Hello!

I’m a fifth year PhD student in the Penn Image Computing and Science (PICSL) at the University of Pennsylvania under the supervision of Prof. Paul Yushkevich. I’m interested in medical image analysis working on image segmentation and registration problems to aid image-guided surgery and develop computational methods and tools to understand neurodegenerative diseases.

I completed my MSc. in computer science in the Shape Analysis Group at McGill University. I was supervised by Prof. Kaleem Siddiqi and Prof. Louis Collins at the Montreal Neurological Institute. My MSc. thesis was on “Spine Segmentation in Computed Tomography Images using Geometric Flows and Shape Priors”. See here or here.

**PDF: CV February 2024 **.

See my publications at Google Scholar profile.

NEWS

  • Guest lecturer for the graduate course CIS/BE 537 Biomedical Image Analysis at UPenn [Dec. 5th-7th 2022] Recording available on YouTube Day 1 and Day 2.
  • Research intern at Google, Mountain View [Fall 2022]
  • Research intern at Amazon, Palo Alto [Summer 2022]
  • Reviewed for Medical Image Analyis
  • Guest on the podcast, “Abstract: The Future of Science”. Listen here

In the past, I’ve interned at:

I also maintain a blog and contribute to open source projects such as this.

Primary Research Interests

My primary research focus is to develop biomarkers and understand how neurodegenerative diseases, such as Alzheimer’s, spread in the brain using postmortem ex vivo human brain specimens scanned at ultra high resolution at 7 Tesla magnetic field strength magnetic resonance imaging. To this end, I develop methods to for brain mapping using limited training data by leveraging methods based on meta-learning, domain disentanglement, generalization and few-shot learning. Separately, to link morphometry with underlying neuropathology, I’ve developed an end to end network to register ex vivo and in vivo images via generative adversarial networks within a contrastive learning framework and diffeomorphic deformable 3D image registration algorithms.
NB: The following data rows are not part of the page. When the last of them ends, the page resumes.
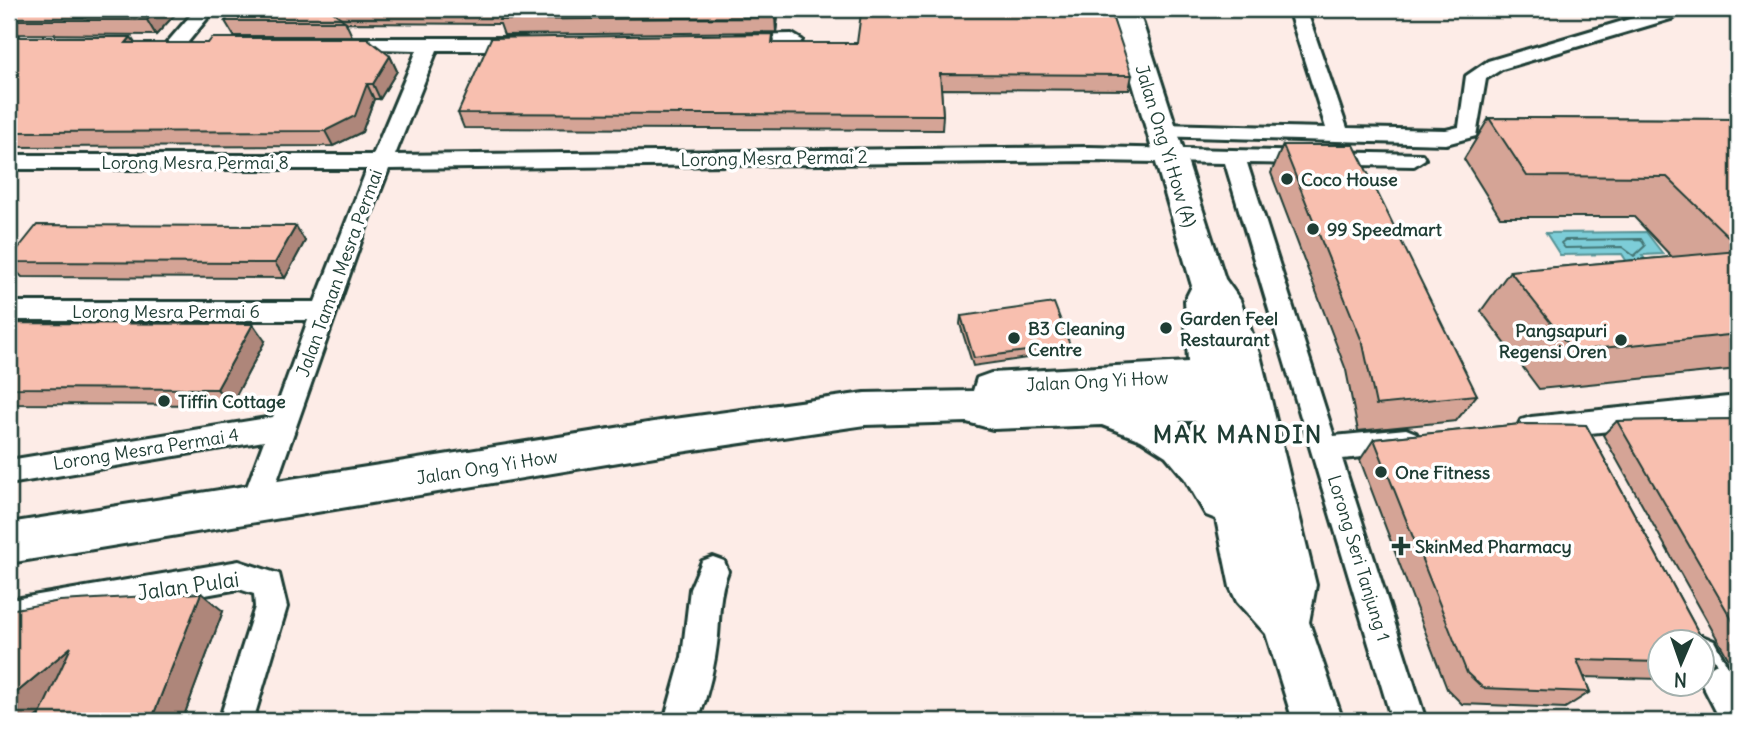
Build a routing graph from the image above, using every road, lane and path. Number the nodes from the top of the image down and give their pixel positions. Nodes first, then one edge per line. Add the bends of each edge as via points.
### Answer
1 (35, 9) edge
2 (206, 9) edge
3 (1124, 9) edge
4 (1297, 9) edge
5 (1667, 13) dead end
6 (13, 39) edge
7 (792, 40) edge
8 (720, 42) edge
9 (151, 44) edge
10 (176, 44) junction
11 (202, 44) edge
12 (322, 44) edge
13 (540, 44) edge
14 (429, 45) junction
15 (1339, 135) junction
16 (1164, 143) junction
17 (1233, 155) junction
18 (1413, 159) dead end
19 (9, 162) edge
20 (380, 162) junction
21 (9, 311) edge
22 (324, 311) junction
23 (1218, 374) junction
24 (967, 406) junction
25 (1738, 407) edge
26 (1093, 408) junction
27 (283, 427) junction
28 (1509, 431) edge
29 (1428, 439) edge
30 (1326, 449) junction
31 (9, 472) edge
32 (256, 503) junction
33 (1241, 537) junction
34 (9, 543) edge
35 (713, 571) dead end
36 (9, 615) edge
37 (1286, 622) junction
38 (1716, 678) edge
39 (1738, 719) edge
40 (236, 721) edge
41 (681, 721) edge
42 (1318, 721) edge
43 (1409, 721) edge

1 - 6 street
2 - 10 street
3 - 16 main road, Jalan Ong Yi How (A)
4 - 15 street
5 - 15 street via 1495,65 1476,76 1469,131 1446,137
7 - 8 street
9 - 10 street
10 - 11 street
12 - 14 street
13 - 14 street
14 - 20 street, Jalan Taman Mesra Permai
15 - 16 street
16 - 17 street
16 - 20 street, Lorong Mesra Permai 2
16 - 23 main road, Jalan Ong Yi How (A) via 1209,284 1203,300
17 - 18 street
17 - 30 street, Lorong Seri Tanjung 1
19 - 20 street, Lorong Mesra Permai 8
20 - 22 street, Jalan Taman Mesra Permai
21 - 22 street, Lorong Mesra Permai 6
22 - 27 street, Jalan Taman Mesra Permai
23 - 24 main road, Jalan Ong Yi How via 991,389
23 - 26 main road, Jalan Ong Yi How
23 - 33 main road
23 - 37 main road via 1264,461 1293,585
24 - 26 main road, Jalan Ong Yi How via 993,412
24 - 32 main road, Jalan Ong Yi How via 837,413
25 - 28 street via 1584,436
26 - 33 main road via 1158,427 1178,440 1196,457
27 - 31 street, Lorong Mesra Permai 4
27 - 32 street, Jalan Taman Mesra Permai
29 - 30 street
30 - 43 street, Lorong Seri Tanjung 1
32 - 34 main road, Jalan Ong Yi How
33 - 37 main road via 1254,587
35 - 41 street via 702,593 702,633 690,700
36 - 40 street, Jalan Pulai via 239,575 268,584 271,607
37 - 42 main road
38 - 39 street

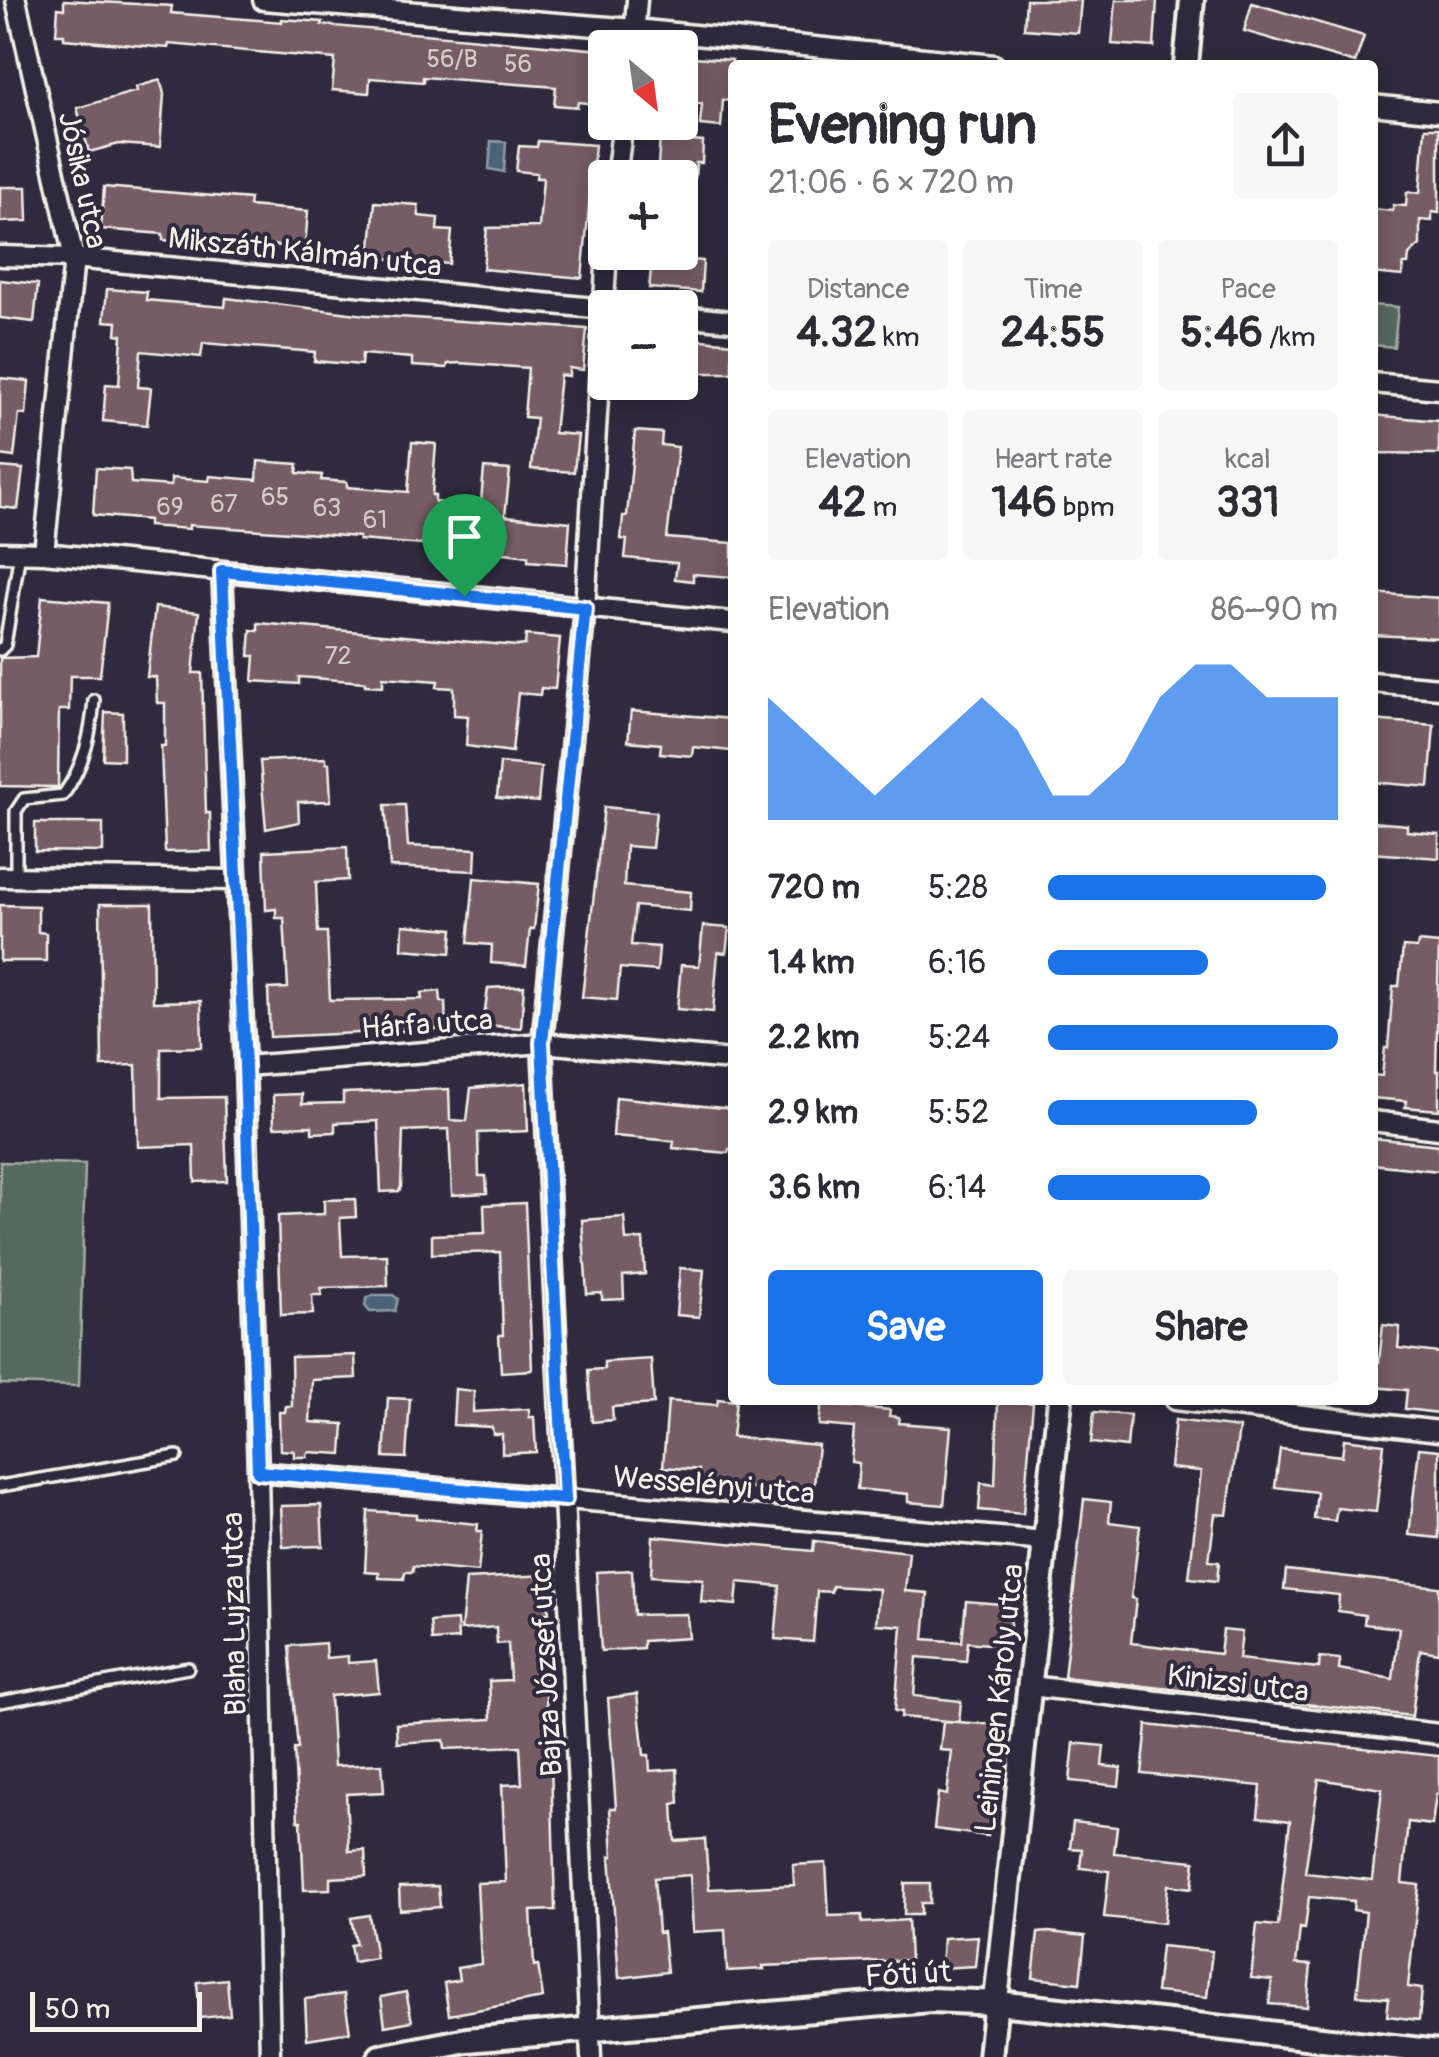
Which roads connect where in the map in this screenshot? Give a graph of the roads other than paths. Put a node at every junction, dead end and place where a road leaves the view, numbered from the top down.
1 (16, 0) edge
2 (263, 0) edge
3 (637, 0) edge
4 (1192, 0) edge
5 (402, 6) edge
6 (474, 8) edge
7 (591, 30) edge
8 (635, 30) edge
9 (698, 43) edge
10 (927, 60) edge
11 (1186, 60) edge
12 (1378, 106) edge
13 (1439, 112) edge
14 (0, 256) edge
15 (74, 258) junction
16 (588, 308) edge
17 (698, 318) edge
18 (728, 321) edge
19 (1378, 384) edge
20 (1439, 389) edge
21 (598, 400) edge
22 (0, 552) edge
23 (20, 552) junction
24 (44, 553) junction
25 (222, 571) junction
26 (585, 608) junction
27 (728, 622) edge
28 (0, 650) edge
29 (1378, 683) edge
30 (1439, 688) edge
31 (94, 700) dead end
32 (8, 877) edge
33 (235, 880) junction
34 (542, 1043) junction
35 (728, 1060) edge
36 (245, 1066) junction
37 (1378, 1122) edge
38 (1439, 1129) edge
39 (1060, 1405) edge
40 (1220, 1405) edge
41 (1439, 1430) edge
42 (177, 1456) dead end
43 (258, 1472) junction
44 (0, 1486) edge
45 (565, 1499) junction
46 (1046, 1541) junction
47 (188, 1668) dead end
48 (1030, 1686) junction
49 (0, 1702) edge
50 (1439, 1734) edge
51 (998, 2003) junction
52 (592, 2028) junction
53 (1439, 2052) edge
54 (270, 2057) edge
55 (380, 2057) edge
56 (591, 2057) edge
57 (990, 2057) edge

1 - 15 street, Jósika utca
2 - 5 street
3 - 8 street
4 - 11 street
5 - 6 street
6 - 7 street
9 - 10 street
12 - 13 street
14 - 15 street, Mikszáth Kálmán utca
15 - 16 street, Mikszáth Kálmán utca
15 - 24 street, Jósika utca
17 - 18 street
19 - 20 street
21 - 26 street, Bajza József utca
22 - 23 street
23 - 24 street
23 - 28 lane
24 - 25 street
25 - 26 street
25 - 33 street, Blaha Lujza utca
26 - 27 street
26 - 34 street, Bajza József utca
29 - 30 street
31 - 32 lane
32 - 33 street
33 - 36 street, Blaha Lujza utca
34 - 35 street, Hárfa utca
34 - 36 street, Hárfa utca
34 - 45 street, Bajza József utca
36 - 43 street, Blaha Lujza utca
37 - 38 street
39 - 46 street, Leiningen Károly utca
40 - 41 street
42 - 44 lane
43 - 45 street, Wesselényi utca
43 - 54 street, Blaha Lujza utca
45 - 46 street, Wesselényi utca
45 - 52 street, Bajza József utca
46 - 48 street, Leiningen Károly utca
47 - 49 lane
48 - 50 street, Kinizsi utca
48 - 51 street, Leiningen Károly utca
51 - 52 street, Fóti út
51 - 53 street, Fóti út
51 - 57 street, Leiningen Károly utca
52 - 55 street, Fóti út
52 - 56 street, Bajza József utca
I’ve also developed methods based on geometric level sets and shape priors and geometric constraints based on medial axis representations to segment vertebrae in computed tomography images and the heart in ultrasound images, to help image-guided surgery. Separately, I’ve explored graph-based network analysis methods to investigate possible computational biomarkers to distinguish patients within the Alzheimer’s Disease spectrum.

In my spare time, I read poetry, fiction and non-fiction, listen to science podcasts, nerd out on coffee, enjoy indie music, indie movies and am constantly searching for the next best cafe! Oh, and I love oxford comma! I believe in Slow Science.